Дивное что-то у нас происходит в отчизне.

Видимо, Бог захотел,

                                    чтобы всё перед нами

было открыто и каждому в меру доступно.

Либо волшебные силы участвуют в жизни,

тайный туман покрывает рожденье и гибель.

Бредням и сказкам не верю, а всё же замечу –

дивная сила таится в кореньях и травах,

страшная сила

                         покорна заветному слову,

сущая правда,

                           хотя христианская вера

пытке огнём подвергает за тайную ересь.

 

В последних словах, кажется, присутствует некоторое влияние католической практики инквизиции. Ведь поэма написана в Риме, и адресат её – глава Римской церкви…

«Гусовский – реалист, но романтический дух позднего Возрождения и средневековые фантазии ему не чужды», – пишет Игорь Шкляревский. Это наблюдение нашло отражение и в его переводе. Здесь, к примеру, есть эпизод, где повествуется, как некий богатый и знатный охотник, надёжно спрятавшийся в кустах далеко от рассвирепевшего зубра и остающийся в безопасности («невредимости»), всё-таки умер от страха, почувствовав на себе устрашающий взгляд зверя:

…Так и стоял невредимый, укрытый ветвями,

только на голос друзей не хотел отзываться.

Видно, подействовал взгляд Василиска.

Тёмное дело!

                      Безвольный, однако, мужчина.

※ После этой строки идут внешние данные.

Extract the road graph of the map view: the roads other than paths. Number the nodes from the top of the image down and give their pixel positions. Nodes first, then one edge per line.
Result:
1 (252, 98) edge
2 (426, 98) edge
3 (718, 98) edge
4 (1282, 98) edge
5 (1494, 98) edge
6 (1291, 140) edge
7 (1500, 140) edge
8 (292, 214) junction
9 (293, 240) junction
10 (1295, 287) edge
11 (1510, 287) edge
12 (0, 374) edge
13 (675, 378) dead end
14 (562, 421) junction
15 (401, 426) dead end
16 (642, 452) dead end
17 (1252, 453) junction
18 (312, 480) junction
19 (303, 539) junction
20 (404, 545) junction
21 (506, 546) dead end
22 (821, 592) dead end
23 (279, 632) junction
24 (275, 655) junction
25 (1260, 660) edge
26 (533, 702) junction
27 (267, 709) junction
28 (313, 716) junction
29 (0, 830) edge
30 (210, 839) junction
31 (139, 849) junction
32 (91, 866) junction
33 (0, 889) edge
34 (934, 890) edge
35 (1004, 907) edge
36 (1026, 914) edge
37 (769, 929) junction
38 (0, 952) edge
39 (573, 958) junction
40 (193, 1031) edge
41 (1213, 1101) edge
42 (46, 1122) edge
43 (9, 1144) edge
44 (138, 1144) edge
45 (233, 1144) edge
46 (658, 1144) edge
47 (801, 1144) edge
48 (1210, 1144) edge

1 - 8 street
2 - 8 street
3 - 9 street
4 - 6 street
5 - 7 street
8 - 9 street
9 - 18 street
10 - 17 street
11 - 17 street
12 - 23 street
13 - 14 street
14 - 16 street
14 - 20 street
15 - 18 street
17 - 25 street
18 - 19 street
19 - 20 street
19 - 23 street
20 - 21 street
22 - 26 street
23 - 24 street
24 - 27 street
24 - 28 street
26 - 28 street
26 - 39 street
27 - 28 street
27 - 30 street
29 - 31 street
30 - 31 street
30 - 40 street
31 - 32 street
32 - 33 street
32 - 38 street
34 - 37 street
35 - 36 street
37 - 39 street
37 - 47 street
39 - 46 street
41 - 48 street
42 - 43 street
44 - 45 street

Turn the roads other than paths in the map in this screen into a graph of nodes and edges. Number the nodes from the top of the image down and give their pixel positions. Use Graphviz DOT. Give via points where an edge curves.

Все удивлялись, что зверь находился не близко,

и насмехались над этой трусливой кончиной.

Там и зарыли.

Двустишье гласит на могиле:

«Разве рок виноват? Зубра бешеный лик

Лаурина убил. Здесь покоится он».

 

Если процитировать этот отрывок поэмы далее, увидим такие мрачные образы, которые, будучи вполне реалистичными, всё-таки немного напомнят нам готическую эстетику Северного Возрождения в духе пугающе сюрреалистичных фантазий Иеронима Босха с их причудливо расчленёнными телами людей и животных:

Знаю, и сильные тоже в лесах погибают.

Но из всего, что увидеть пришлось на охоте,

самое страшное –

                           зверя прыжок разносящий…

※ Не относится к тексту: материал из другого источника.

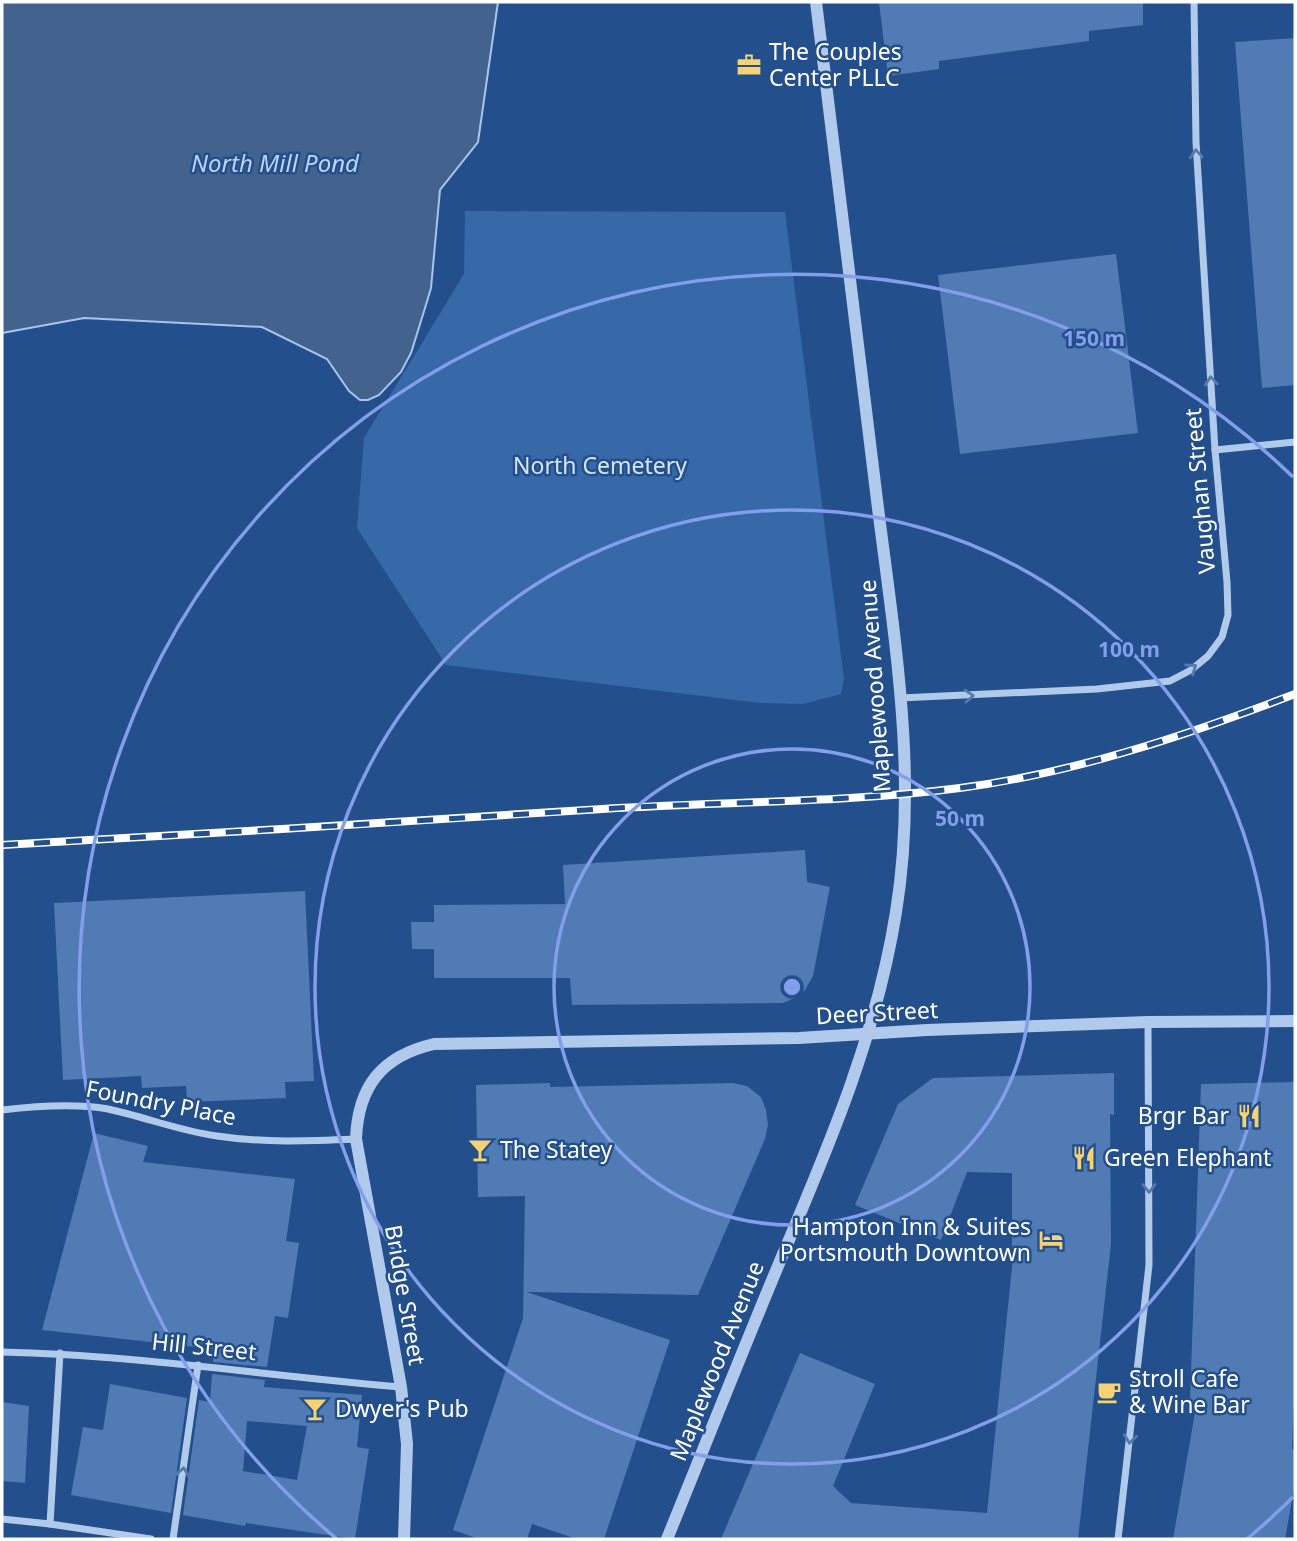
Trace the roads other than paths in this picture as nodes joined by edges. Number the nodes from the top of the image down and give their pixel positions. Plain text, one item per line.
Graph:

Вот он опять ненавистно вбирает ноздрями

воздух, отравленный порохом, потом и псами.

Всех без разбора считает причиною боли.

Всё, что увидит, хватает рогами и вертит,

в землю вбивает

                        и вдруг над собою бросает.

Ливень мясной высоко на ветру холодеет.

Лошадь с распоротым брюхом

                                           с берёзы свисает.

С жалобным криком,

                                     ломая рога о деревья,

встречный олень кувыркается после паденья!

Глухо стучит голова

                                  о промёрзшую глину –

дикий кабан волочит перебитую спину.

Видели мы и медведей, растерзанных зубром

только за то, что с тропы отступить не успели.

Снег задымился.

                            Берёзы обрызганы кровью.

Птицы бесстыдные в воздухе мясо хватают.

Вороны рвут потроха на изломанных ветках.

Лошадь искромсана вся!

                                    Но, почти невредимый,

всадник застрял на вершине.

                                                И это случалось.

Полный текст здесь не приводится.